─── Exercise data

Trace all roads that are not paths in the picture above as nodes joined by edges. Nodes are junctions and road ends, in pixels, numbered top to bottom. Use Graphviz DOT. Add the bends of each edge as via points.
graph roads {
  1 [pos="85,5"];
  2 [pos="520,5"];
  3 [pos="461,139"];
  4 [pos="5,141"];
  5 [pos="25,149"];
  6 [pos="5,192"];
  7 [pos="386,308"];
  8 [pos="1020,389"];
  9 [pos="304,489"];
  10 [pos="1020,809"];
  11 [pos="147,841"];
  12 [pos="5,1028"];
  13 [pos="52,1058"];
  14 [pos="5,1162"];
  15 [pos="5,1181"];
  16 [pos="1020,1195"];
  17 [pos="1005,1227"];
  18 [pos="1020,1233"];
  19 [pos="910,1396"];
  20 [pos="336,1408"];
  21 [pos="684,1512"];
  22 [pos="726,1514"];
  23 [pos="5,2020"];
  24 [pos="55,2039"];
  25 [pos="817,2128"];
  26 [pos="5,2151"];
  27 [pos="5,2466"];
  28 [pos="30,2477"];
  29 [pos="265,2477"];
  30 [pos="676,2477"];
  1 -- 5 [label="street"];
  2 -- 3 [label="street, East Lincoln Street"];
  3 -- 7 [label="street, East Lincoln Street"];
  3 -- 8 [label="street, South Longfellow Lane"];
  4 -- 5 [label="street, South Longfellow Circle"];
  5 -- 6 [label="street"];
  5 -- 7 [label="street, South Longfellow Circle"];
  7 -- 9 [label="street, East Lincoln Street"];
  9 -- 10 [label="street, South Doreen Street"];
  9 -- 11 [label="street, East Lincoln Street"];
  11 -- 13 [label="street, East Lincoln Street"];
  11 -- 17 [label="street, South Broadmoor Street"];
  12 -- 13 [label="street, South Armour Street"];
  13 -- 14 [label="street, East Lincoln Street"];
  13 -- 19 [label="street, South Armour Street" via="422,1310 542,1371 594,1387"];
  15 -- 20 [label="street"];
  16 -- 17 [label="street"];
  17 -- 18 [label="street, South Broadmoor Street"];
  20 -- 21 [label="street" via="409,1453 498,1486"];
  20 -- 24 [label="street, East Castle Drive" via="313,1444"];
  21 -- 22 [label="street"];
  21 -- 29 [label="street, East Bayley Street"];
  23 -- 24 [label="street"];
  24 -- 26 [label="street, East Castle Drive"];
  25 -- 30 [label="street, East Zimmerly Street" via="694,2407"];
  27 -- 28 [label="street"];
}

──────
─── Exercise data

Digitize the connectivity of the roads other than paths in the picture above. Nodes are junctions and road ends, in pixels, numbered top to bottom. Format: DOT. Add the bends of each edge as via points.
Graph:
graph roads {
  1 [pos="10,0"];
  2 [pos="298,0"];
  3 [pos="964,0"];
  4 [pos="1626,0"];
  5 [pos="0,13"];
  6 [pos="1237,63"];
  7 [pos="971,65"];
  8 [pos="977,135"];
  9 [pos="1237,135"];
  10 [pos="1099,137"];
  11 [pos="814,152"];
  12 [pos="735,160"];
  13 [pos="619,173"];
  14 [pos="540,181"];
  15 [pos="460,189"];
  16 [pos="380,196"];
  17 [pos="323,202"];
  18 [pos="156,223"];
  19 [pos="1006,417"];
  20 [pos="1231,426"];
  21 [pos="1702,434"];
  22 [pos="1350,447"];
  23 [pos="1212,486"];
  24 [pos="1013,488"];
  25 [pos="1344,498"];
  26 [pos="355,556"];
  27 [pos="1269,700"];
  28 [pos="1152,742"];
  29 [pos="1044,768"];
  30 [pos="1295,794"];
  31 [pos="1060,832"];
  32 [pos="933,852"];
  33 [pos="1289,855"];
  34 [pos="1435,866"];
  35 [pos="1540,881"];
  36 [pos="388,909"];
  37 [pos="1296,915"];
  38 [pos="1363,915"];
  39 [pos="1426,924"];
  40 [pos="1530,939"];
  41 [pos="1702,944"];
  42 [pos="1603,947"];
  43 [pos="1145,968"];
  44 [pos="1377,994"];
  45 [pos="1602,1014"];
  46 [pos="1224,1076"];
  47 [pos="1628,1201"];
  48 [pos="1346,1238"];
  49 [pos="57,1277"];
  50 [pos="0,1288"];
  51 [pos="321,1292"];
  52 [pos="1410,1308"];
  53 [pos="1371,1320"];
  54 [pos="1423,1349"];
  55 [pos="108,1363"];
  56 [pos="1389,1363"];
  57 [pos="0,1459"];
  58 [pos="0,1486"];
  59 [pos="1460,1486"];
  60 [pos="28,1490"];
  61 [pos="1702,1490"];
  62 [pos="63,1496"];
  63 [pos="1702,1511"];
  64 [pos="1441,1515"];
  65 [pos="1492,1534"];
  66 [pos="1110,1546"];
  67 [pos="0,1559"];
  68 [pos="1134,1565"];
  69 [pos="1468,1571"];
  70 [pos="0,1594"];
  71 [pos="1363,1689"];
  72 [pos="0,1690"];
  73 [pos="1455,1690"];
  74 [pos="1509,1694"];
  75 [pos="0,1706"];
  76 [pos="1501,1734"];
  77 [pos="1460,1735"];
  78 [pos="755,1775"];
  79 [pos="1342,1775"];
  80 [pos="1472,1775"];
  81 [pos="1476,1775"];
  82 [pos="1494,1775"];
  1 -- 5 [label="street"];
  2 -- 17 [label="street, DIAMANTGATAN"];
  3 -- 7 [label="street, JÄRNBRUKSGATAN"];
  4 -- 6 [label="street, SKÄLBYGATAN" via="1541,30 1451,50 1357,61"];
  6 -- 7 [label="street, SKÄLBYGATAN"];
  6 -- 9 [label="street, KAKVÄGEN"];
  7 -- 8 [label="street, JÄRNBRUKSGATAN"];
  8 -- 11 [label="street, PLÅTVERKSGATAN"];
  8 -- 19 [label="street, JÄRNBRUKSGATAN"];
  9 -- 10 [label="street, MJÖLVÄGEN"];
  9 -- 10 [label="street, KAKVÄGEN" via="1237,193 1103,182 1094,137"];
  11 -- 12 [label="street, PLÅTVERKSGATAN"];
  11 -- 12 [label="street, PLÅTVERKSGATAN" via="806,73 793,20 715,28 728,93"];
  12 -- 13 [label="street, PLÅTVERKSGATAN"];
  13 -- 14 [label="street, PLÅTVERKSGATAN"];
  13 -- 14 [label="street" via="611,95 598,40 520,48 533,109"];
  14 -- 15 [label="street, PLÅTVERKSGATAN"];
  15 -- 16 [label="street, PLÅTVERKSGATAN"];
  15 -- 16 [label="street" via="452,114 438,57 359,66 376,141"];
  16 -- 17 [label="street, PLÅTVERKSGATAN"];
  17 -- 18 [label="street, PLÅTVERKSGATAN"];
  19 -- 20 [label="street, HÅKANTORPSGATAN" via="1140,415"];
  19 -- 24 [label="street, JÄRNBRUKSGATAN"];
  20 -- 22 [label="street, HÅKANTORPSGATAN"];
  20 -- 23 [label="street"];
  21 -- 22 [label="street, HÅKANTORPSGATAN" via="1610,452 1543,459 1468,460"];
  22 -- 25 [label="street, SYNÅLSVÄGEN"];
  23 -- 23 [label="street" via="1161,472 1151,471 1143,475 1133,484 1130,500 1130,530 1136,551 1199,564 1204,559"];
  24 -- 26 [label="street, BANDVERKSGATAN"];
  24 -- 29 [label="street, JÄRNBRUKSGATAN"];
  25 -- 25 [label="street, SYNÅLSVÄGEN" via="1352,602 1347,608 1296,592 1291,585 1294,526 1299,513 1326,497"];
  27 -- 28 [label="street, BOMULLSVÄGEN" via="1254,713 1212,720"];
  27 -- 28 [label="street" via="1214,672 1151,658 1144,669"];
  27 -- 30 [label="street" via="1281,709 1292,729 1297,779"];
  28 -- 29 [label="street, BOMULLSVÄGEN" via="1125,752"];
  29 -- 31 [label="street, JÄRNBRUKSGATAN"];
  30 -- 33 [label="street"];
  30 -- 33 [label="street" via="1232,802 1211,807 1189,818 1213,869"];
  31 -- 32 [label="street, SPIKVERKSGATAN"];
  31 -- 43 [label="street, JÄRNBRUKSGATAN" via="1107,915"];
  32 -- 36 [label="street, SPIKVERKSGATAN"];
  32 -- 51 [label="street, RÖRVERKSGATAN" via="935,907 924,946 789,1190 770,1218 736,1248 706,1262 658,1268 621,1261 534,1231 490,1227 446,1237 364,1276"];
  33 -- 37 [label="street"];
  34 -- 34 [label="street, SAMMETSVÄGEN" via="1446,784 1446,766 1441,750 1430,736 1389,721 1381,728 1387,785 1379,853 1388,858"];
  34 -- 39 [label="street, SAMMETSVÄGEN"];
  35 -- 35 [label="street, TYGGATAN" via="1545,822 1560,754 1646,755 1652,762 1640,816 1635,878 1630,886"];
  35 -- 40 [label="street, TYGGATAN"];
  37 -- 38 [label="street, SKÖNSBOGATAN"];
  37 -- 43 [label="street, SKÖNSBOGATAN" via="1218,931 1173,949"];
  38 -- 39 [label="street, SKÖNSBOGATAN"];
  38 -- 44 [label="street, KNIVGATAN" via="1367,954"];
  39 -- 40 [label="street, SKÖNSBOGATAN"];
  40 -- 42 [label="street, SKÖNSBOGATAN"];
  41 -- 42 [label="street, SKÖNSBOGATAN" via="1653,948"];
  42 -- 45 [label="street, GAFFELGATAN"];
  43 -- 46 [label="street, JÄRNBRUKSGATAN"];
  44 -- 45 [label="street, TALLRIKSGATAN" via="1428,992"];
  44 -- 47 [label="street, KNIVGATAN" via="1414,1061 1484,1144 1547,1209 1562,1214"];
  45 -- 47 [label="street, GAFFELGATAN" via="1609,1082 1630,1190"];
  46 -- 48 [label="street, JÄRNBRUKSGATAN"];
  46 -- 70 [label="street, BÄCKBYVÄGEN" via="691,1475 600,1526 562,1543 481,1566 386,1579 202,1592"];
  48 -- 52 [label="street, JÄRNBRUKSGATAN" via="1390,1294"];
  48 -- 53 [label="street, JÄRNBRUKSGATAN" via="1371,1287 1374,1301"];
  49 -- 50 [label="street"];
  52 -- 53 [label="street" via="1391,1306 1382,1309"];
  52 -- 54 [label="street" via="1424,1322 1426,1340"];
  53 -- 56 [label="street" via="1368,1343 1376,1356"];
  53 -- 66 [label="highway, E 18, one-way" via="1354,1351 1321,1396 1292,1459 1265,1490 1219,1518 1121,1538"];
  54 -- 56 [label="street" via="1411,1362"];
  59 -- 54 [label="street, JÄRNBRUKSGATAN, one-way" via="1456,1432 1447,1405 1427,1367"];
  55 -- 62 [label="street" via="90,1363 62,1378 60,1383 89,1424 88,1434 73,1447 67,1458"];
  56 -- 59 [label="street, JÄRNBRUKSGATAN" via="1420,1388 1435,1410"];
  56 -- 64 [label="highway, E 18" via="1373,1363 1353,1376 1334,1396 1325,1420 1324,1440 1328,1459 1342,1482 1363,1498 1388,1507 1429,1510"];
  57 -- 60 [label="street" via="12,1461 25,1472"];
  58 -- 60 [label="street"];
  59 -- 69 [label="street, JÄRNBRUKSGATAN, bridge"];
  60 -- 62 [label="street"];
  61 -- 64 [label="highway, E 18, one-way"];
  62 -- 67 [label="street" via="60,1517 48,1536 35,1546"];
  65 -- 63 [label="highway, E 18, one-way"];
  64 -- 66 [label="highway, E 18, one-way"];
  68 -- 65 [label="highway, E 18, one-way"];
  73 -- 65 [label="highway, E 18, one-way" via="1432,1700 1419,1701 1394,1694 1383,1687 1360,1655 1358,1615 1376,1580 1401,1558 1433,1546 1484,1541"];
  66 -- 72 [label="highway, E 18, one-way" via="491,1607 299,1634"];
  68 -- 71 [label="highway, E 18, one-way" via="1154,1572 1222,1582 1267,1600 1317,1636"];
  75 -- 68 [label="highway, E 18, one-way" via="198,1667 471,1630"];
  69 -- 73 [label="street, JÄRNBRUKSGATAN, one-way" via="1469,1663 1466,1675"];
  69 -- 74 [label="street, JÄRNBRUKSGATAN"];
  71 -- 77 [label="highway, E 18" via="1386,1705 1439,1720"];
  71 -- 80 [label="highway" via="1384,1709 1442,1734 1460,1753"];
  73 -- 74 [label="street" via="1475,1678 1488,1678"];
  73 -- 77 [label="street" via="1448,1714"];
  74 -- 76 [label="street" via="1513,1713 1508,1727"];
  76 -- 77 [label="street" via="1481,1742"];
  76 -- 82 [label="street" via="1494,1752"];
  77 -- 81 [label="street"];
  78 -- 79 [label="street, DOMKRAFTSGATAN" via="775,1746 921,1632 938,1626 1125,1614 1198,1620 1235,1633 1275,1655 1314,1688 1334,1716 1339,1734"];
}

──────

§ Problem requirements:
In the records, how many lines have the word "Drive" in them? Only the number is needed.

§ Exercise solution:
2